- **About this task**
Scan the material for the string "down" and copy out every line in which it occurs.

- **Information given**
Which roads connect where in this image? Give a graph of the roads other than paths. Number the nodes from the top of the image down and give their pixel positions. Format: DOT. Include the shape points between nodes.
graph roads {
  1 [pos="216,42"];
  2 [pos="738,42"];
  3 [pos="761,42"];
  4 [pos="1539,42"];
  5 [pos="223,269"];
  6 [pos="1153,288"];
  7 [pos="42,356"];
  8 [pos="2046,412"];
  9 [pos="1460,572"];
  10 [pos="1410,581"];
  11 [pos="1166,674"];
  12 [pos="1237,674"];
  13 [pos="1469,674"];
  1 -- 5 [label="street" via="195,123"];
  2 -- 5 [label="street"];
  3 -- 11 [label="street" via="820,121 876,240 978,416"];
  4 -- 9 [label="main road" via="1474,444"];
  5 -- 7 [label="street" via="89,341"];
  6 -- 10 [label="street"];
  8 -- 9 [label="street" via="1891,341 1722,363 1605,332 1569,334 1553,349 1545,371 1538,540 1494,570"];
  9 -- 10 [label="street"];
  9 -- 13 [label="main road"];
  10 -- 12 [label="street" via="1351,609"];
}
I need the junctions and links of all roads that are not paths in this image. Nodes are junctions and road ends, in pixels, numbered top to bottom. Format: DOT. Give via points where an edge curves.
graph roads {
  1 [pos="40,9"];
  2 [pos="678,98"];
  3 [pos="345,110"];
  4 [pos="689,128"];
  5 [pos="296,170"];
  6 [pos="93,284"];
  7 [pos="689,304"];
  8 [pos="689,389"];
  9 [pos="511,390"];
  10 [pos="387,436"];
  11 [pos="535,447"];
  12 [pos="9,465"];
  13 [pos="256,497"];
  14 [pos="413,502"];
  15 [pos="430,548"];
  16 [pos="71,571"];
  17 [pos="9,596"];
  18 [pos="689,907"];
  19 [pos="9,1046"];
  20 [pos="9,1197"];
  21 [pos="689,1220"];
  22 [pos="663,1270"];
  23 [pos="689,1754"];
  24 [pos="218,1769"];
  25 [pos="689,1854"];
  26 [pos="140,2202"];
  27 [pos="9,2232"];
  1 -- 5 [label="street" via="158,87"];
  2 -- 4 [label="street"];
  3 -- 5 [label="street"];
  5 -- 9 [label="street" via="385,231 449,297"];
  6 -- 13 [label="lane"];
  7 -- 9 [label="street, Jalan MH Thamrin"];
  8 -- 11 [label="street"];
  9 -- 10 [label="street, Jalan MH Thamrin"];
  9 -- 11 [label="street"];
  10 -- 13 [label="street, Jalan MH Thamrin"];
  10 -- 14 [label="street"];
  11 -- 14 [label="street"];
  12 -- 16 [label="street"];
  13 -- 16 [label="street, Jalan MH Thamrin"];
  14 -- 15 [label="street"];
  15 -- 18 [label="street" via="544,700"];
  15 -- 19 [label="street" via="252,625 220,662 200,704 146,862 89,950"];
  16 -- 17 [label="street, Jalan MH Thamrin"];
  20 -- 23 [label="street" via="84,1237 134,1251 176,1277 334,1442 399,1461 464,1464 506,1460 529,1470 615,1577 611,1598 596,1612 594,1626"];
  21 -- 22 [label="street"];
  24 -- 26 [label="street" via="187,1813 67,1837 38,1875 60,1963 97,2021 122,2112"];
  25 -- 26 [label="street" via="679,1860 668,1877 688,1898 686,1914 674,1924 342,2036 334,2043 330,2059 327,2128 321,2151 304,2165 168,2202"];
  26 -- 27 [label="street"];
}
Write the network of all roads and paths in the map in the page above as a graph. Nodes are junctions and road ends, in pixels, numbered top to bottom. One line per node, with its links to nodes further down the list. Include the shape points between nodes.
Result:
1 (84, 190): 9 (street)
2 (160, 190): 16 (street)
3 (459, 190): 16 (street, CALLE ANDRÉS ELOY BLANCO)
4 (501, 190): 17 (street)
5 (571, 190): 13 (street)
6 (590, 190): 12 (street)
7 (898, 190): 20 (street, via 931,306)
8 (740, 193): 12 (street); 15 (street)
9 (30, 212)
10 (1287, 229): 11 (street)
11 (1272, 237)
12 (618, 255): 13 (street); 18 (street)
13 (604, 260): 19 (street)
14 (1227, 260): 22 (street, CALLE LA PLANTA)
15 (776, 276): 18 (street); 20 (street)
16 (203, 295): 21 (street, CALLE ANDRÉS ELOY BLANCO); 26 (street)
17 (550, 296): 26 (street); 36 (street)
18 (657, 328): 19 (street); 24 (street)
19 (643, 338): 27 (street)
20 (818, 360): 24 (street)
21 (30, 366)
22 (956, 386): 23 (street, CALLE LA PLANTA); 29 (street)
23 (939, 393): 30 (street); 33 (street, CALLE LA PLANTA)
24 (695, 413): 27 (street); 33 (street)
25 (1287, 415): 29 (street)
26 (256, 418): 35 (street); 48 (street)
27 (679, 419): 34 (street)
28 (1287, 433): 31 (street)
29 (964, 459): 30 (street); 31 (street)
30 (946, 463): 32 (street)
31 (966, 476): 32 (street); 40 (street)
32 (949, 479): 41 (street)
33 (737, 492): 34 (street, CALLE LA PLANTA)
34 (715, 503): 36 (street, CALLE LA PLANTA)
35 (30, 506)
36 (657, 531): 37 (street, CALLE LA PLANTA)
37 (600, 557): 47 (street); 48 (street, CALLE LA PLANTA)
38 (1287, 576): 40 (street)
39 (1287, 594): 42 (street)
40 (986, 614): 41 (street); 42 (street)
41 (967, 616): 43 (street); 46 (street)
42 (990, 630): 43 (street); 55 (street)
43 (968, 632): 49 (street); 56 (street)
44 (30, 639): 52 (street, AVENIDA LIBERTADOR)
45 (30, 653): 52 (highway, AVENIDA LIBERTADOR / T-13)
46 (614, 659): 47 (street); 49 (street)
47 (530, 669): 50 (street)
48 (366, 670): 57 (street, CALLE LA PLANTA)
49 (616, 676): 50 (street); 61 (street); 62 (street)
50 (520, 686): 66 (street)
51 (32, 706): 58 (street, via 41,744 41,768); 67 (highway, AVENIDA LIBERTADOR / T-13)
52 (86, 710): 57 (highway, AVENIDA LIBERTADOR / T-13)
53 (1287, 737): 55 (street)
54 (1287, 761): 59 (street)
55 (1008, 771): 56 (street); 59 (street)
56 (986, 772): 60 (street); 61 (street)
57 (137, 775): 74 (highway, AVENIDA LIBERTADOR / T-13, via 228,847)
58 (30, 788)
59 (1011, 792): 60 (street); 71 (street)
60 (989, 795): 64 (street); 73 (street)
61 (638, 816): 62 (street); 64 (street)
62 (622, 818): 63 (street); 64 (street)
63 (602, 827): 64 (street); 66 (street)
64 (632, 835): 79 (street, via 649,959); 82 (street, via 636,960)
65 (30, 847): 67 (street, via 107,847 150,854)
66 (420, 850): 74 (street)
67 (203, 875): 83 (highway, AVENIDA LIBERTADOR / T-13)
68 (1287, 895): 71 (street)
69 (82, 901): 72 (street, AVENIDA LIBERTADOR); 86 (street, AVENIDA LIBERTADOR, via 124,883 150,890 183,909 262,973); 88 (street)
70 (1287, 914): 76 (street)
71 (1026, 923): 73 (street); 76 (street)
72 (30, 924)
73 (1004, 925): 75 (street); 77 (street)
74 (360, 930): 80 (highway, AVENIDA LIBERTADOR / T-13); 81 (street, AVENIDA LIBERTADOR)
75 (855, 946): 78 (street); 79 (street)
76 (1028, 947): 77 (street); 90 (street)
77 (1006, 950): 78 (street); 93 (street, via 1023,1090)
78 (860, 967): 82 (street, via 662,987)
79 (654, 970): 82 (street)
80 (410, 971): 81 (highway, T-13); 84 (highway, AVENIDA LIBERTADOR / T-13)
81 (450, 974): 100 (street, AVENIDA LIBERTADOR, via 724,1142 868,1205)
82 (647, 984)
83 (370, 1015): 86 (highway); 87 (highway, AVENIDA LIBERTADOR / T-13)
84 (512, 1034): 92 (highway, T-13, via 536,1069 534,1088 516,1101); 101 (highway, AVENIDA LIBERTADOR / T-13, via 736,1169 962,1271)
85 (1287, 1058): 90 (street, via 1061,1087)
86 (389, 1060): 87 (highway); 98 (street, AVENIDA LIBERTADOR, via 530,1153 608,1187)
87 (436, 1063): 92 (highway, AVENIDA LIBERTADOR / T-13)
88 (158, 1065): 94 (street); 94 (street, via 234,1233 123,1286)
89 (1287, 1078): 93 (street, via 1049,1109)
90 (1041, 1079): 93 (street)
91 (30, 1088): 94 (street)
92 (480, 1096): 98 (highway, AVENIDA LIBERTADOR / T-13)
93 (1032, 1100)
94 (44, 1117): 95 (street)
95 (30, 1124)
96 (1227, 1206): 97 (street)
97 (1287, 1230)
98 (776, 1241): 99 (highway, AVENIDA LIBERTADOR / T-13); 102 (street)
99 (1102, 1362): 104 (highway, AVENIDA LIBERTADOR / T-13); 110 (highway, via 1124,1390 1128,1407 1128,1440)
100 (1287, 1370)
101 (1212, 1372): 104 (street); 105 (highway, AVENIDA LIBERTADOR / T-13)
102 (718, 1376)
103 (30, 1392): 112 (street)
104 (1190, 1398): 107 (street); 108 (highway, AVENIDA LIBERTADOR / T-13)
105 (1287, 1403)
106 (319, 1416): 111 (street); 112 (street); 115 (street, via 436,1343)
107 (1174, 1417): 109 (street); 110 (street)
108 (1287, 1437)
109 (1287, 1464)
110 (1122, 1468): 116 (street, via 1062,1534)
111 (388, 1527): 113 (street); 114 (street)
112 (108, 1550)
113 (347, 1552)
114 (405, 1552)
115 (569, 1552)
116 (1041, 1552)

- **Written reply**
Which roads connect where in this image? Give a graph of the roads other than paths. Number the nodes from the top of the image down and give their pixel positions. Format: DOT. Include the shape points between nodes.
Write the network of all roads and paths in the map in the page above as a graph. Nodes are junctions and road ends, in pixels, numbered top to bottom. One line per node, with its links to nodes further down the list. Include the shape points between nodes.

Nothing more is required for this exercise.